- 180
Kirchhoff, Gustav Robert
Description
2 volumes, 4to (11 3/8 x 9 1/8 in.; 288 x 232 mm, unopened). Half-titles, 44 plates and 2 maps of which 5 plates (4 double-page folding lithographs and 1 full-page engraving) accompany the Kirchhoff; occasional marginal spotting heavier in the preliminary leaves. Original blue flexible boards (1861) and wrappers (1862), printed paper year labels on spines. Black cloth drop-boxes with blue sides.
Literature
Catalogue Note
First edition, the foundation of the method of spectral analysis.
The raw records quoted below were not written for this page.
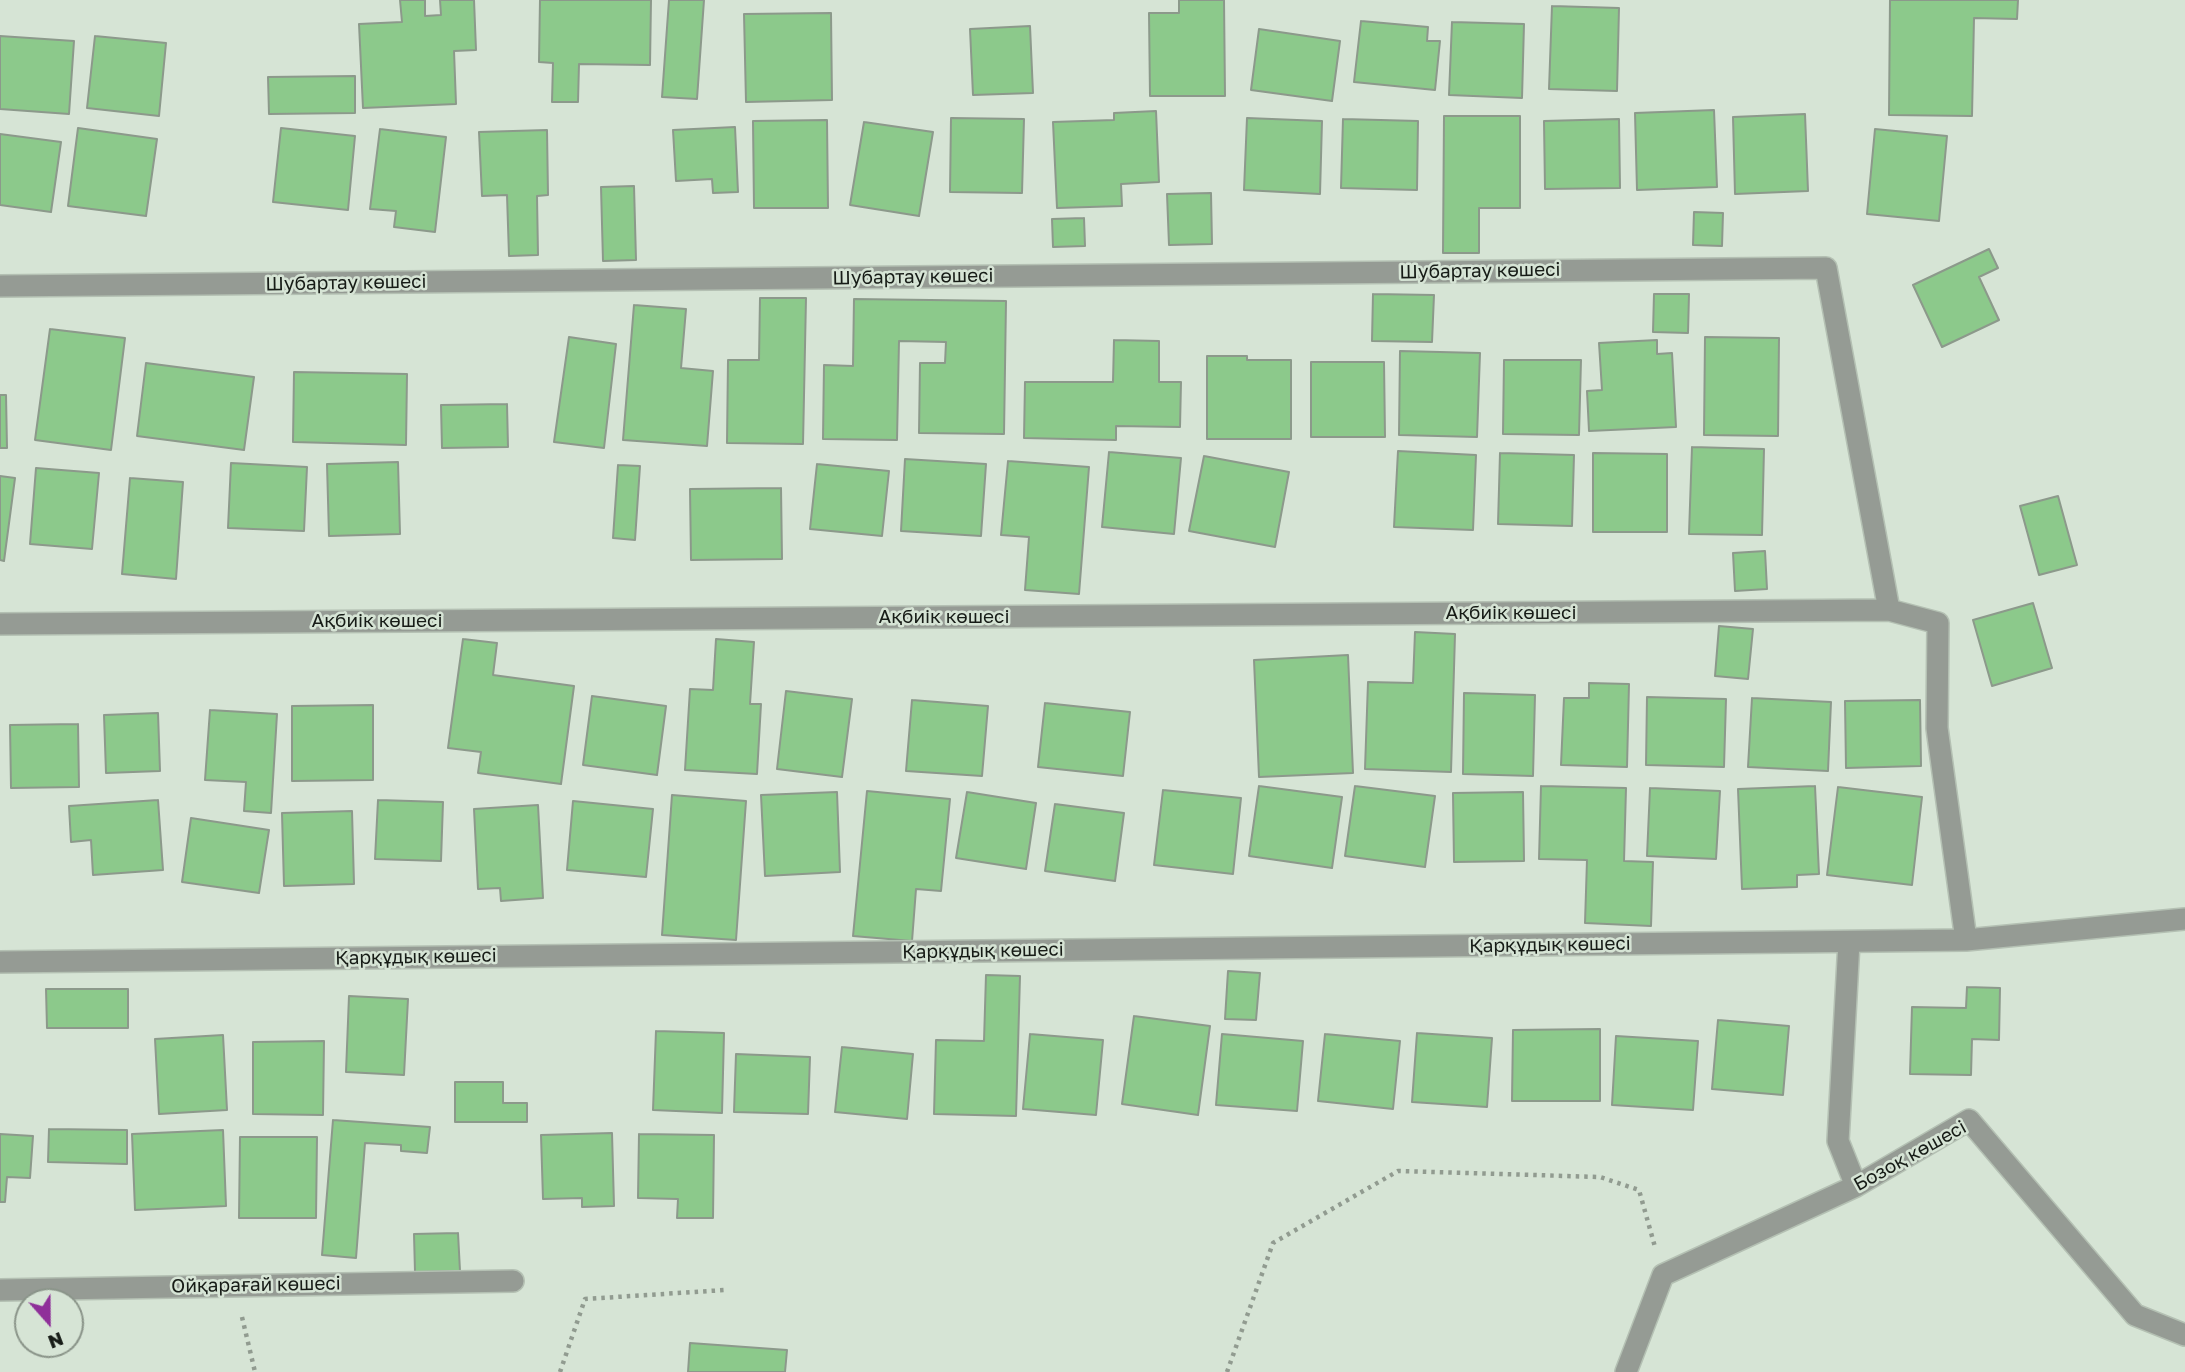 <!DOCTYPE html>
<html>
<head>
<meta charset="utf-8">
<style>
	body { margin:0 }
	#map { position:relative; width:2185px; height:1372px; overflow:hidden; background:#d6e4d5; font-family:"Golos Text",sans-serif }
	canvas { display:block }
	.north { position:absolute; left:14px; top:1288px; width:70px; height:70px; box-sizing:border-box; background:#d6e4d5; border:2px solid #8a9489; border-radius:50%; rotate:159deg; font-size:19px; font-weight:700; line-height:28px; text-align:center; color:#171c17 }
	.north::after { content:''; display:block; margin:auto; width:24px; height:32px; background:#8f3099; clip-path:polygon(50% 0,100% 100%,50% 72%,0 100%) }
</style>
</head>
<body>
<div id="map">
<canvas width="2185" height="1372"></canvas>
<div class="north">N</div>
</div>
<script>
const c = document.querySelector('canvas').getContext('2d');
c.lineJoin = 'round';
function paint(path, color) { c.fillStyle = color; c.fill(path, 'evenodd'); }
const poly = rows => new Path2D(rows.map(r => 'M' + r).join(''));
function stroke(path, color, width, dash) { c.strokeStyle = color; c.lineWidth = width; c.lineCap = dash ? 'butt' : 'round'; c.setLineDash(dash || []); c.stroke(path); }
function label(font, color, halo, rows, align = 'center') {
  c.font = font + ' "Golos Text",sans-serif'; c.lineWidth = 5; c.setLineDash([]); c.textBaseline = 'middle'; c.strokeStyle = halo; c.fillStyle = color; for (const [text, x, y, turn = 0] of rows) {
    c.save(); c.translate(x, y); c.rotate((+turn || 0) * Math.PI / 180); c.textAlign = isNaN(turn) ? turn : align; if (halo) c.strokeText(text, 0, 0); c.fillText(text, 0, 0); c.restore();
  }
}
const building = poly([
	[400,0,425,0,425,16,441,15,440,0,474,0,476,50,454,51,456,104,363,108,359,24,402,22,400,0],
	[540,0,651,0,650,65,579,64,578,102,552,102,553,63,539,62,540,0],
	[669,0,704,0,697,99,662,97,669,0],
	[1179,0,1224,0,1225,96,1150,96,1149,13,1179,13,1179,0],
	[1890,0,2018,0,2017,19,1974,18,1972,116,1889,115,1890,0],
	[1552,6,1619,8,1617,91,1549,89,1552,6],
	[831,13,832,100,746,102,744,14,831,13],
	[1361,21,1428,27,1427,41,1440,41,1435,90,1354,82,1361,21],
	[1452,22,1524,24,1522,98,1449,95,1452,22],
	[1030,26,1033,93,973,95,970,29,1030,26],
	[1259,29,1340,41,1332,101,1251,90,1259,29],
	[0,36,74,41,69,114,0,109,0,36],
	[95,36,166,43,159,116,87,108,95,36],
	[355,76,355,113,269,114,268,77,355,76],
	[1714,110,1717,187,1637,190,1635,113,1714,110],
	[1156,111,1159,182,1121,184,1122,206,1057,208,1053,122,1114,120,1114,113,1156,111],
	[1805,114,1808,191,1735,194,1733,117,1805,114],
	[1444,116,1520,116,1520,208,1479,208,1479,253,1443,253,1444,116],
	[951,118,1024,119,1022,193,950,192,951,118],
	[1247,118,1322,121,1320,194,1244,190,1247,118],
	[1343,119,1418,121,1417,190,1341,188,1343,119],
	[1619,119,1620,188,1545,189,1544,121,1619,119],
	[827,120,828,208,754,208,753,121,827,120],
	[864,122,933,132,919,216,850,205,864,122],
	[735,127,738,192,713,193,712,179,676,181,673,130,735,127],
	[78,128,157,139,146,216,68,206,78,128],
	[281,128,355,136,348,210,273,202,281,128],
	[380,129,446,137,435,232,394,227,396,211,370,209,380,129],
	[1875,129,1947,136,1939,221,1867,214,1875,129],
	[547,130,548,195,537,196,538,255,509,256,507,195,482,196,479,132,547,130],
	[0,134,61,142,51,212,0,205,0,134],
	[634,186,636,260,603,261,601,187,634,186],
	[1211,193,1212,244,1169,245,1167,194,1211,193],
	[1694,212,1723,213,1722,246,1693,245,1694,212],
	[1084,218,1085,246,1053,247,1052,219,1084,218],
	[1989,249,1998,268,1979,277,1999,320,1942,347,1913,285,1989,249],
	[1373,294,1434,295,1432,342,1372,341,1373,294],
	[1654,294,1689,294,1688,333,1653,332,1654,294],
	[760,298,806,298,803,444,727,443,728,360,759,360,760,298],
	[854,299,1006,301,1004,434,919,433,920,363,945,363,946,342,899,341,897,440,823,439,824,365,853,366,854,299],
	[634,305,686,309,681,368,713,371,707,446,623,440,634,305],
	[50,329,125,338,111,450,35,440,50,329],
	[569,337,616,344,604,448,554,442,569,337],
	[1705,337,1779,338,1778,436,1704,435,1705,337],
	[1114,340,1159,341,1159,382,1181,382,1180,427,1116,426,1116,440,1024,438,1025,382,1113,382,1114,340],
	[1657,340,1657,354,1672,353,1676,427,1589,431,1587,391,1602,390,1599,343,1657,340],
	[1400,351,1480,353,1477,437,1399,435,1400,351],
	[1207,356,1247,356,1247,360,1291,360,1291,439,1207,439,1207,356],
	[1504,360,1581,360,1579,435,1503,434,1504,360],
	[1311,362,1384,362,1385,437,1311,437,1311,362],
	[146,363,254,377,244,450,137,436,146,363],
	[294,372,407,374,406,445,293,442,294,372],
	[0,395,6,395,7,448,0,448,0,395],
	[507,404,508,447,442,448,441,405,507,404],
	[1692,447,1764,449,1762,535,1689,534,1692,447],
	[1398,451,1476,455,1473,530,1394,527,1398,451],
	[1109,452,1181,458,1174,534,1102,527,1109,452],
	[1500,453,1574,455,1572,526,1498,524,1500,453],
	[1593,453,1667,454,1667,532,1593,532,1593,453],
	[1204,456,1289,472,1275,547,1189,531,1204,456],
	[905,459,986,464,981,536,901,531,905,459],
	[1008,461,1089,467,1079,594,1025,590,1029,537,1001,535,1008,461],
	[398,462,400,534,329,536,327,464,398,462],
	[231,463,307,467,304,531,228,528,231,463],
	[817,464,889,471,882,536,810,529,817,464],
	[618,465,640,466,635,540,613,538,618,465],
	[36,468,99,473,92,549,30,544,36,468],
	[0,476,15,478,4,561,0,560,0,476],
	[130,478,183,482,176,579,122,574,130,478],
	[781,488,782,559,691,560,690,489,781,488],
	[2058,496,2077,565,2039,575,2020,506,2058,496],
	[1765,551,1767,589,1735,591,1733,553,1765,551],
	[2033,603,2052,668,1992,686,1973,620,2033,603],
	[1719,626,1753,629,1748,679,1715,676,1719,626],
	[1415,632,1455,634,1451,772,1365,769,1368,682,1413,683,1415,632],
	[463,639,497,643,493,675,574,686,561,784,478,773,481,752,448,748,463,639],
	[716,639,754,642,750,704,761,704,757,774,685,770,690,689,713,690,716,639],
	[1348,655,1353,773,1259,777,1254,660,1348,655],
	[1589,683,1629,684,1627,767,1561,765,1564,698,1589,698,1589,683],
	[786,691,852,699,842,777,777,769,786,691],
	[1464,693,1535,695,1533,776,1463,774,1464,693],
	[592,696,666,706,657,775,583,765,592,696],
	[1647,697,1726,699,1724,767,1646,765,1647,697],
	[1752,698,1831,702,1828,771,1748,767,1752,698],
	[912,700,988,706,982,776,906,771,912,700],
	[1920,700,1921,766,1846,768,1845,701,1920,700],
	[1045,703,1130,712,1123,776,1038,767,1045,703],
	[373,705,373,780,292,781,292,706,373,705],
	[210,710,277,714,271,813,244,811,246,782,205,780,210,710],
	[158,713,160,771,106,773,104,715,158,713],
	[78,724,79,787,11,788,10,725,78,724],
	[1259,786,1342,797,1332,868,1249,856,1259,786],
	[1355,786,1435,796,1425,867,1345,856,1355,786],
	[1541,786,1626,788,1624,861,1653,862,1651,926,1585,923,1587,860,1539,859,1541,786],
	[1815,786,1819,874,1797,875,1797,887,1742,889,1738,789,1815,786],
	[1838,787,1922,797,1912,885,1827,875,1838,787],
	[1650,788,1720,791,1716,859,1647,856,1650,788],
	[1163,790,1241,798,1233,874,1154,865,1163,790],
	[867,791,950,799,941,891,916,889,912,941,853,936,867,791],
	[837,792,840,872,765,876,761,795,837,792],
	[967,792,1036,803,1026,869,956,858,967,792],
	[1523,792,1524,861,1454,862,1453,793,1523,792],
	[672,795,746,801,736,940,662,935,672,795],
	[158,800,163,870,93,875,91,840,71,842,69,806,158,800],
	[378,800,443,802,441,861,375,859,378,800],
	[573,801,653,809,646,877,567,870,573,801],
	[1055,804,1124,813,1115,881,1045,871,1055,804],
	[538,805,543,898,501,901,500,888,478,889,474,809,538,805],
	[352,811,354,884,284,886,282,813,352,811],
	[191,818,269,830,259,893,182,882,191,818],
	[1228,971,1260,973,1256,1020,1225,1019,1228,971],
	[986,975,1020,976,1016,1116,934,1114,936,1040,984,1041,986,975],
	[1967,987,2000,988,1999,1040,1972,1039,1971,1075,1910,1074,1912,1007,1966,1008,1967,987],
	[46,989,128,989,128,1028,47,1028,46,989],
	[349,996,408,999,404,1075,346,1072,349,996],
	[1134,1016,1210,1026,1198,1115,1122,1104,1134,1016],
	[1718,1020,1789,1026,1783,1095,1712,1089,1718,1020],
	[1600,1029,1600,1101,1512,1101,1513,1030,1600,1029],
	[656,1031,724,1033,722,1113,653,1110,656,1031],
	[1417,1033,1492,1038,1487,1107,1412,1102,1417,1033],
	[1030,1034,1103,1040,1096,1115,1023,1109,1030,1034],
	[1222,1034,1303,1041,1297,1111,1216,1105,1222,1034],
	[1325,1034,1400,1041,1393,1109,1318,1101,1325,1034],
	[223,1035,227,1110,159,1114,155,1039,223,1035],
	[1616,1036,1698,1041,1693,1110,1612,1105,1616,1036],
	[324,1041,323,1115,253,1114,253,1042,324,1041],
	[842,1047,913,1054,907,1119,835,1112,842,1047],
	[736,1054,810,1057,808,1114,734,1112,736,1054],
	[455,1082,503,1082,503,1103,527,1103,527,1122,455,1122,455,1082],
	[333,1120,430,1127,427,1153,401,1151,401,1145,365,1143,356,1258,322,1255,333,1120],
	[49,1129,127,1130,127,1164,48,1162,49,1129],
	[223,1130,226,1206,135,1210,132,1134,223,1130],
	[612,1133,614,1206,582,1207,582,1198,543,1199,541,1135,612,1133],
	[0,1134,33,1136,30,1178,7,1177,5,1202,0,1202,0,1134],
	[639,1134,714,1135,713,1218,677,1218,678,1199,638,1198,639,1134],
	[240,1137,317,1137,316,1218,239,1218,240,1137],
	[458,1233,460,1271,415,1272,414,1234,458,1233],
	[690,1343,787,1350,785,1372,688,1372,690,1343]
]);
const path = poly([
	[242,1317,255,1372],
	[560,1372,585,1299,725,1290],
	[1227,1372,1273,1243,1398,1171,1600,1177,1639,1190,1655,1247]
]);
const minor = poly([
	[0,286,1826,268,1889,610],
	[0,624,1889,610,1938,623,1937,728,1966,940],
	[1849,942,1838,1141,1856,1186],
	[0,962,1966,940,2185,919],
	[0,1290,513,1281],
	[1626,1372,1663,1275,1856,1186,1969,1120,2135,1315,2185,1335]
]);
const streetNames = [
	["Шубартау көшесі",1480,271,-1],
	["Шубартау көшесі",913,277,-1],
	["Шубартау көшесі",346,283,-1],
	["Ақбиік көшесі",1511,613],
	["Ақбиік көшесі",944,617],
	["Ақбиік көшесі",377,621],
	["Қарқұдық көшесі",1550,945,-1],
	["Қарқұдық көшесі",983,951,-1],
	["Қарқұдық көшесі",416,957,-1],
	["Бозоқ көшесі",1910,1156,-29],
	["Ойқарағай көшесі",256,1285,-1]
];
paint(building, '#8cc98b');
stroke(building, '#8c998b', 2);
stroke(minor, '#b4c0b3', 24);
stroke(path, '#919b90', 4.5, [3.5, 5]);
stroke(minor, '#959b94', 21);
label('19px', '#171c17', '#d6e4d5', streetNames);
</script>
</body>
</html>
"Working with Robert Bunsen [whom he had befriended at Heidelberg in 1851], Kirchhoff founded and developed the method of spectral analysis, ascribing to each metal its unique and characteristic line spectrum by burning pure metal salts in Bunsen's recently invented burner, and using a specially constructed spectroscope to determine accurately the positions of each metal's spectral lines. The two thus established a new and highly accurate means of chemical analysis, which, in the next twenty years, made possible the discovery of five new elements" (Norman). "Immense prospects thus opened up of ascertaining the chemical compositions of the sun and other stars from the study of their optical spectra" (DSB).
He was able to elaborate a quantitative relationship between the absorptive and emissive power of electromagnetic radiation for all material bodies, as a universal function of wavelength and temperature. "Thus Kirchhoff's law was the key to the whole thermodynamics of radiation. In the hands of Planck ... it proved to be the key to the new world of quanta, well beyond Kirchhoff's conceptual horizon" (DSB).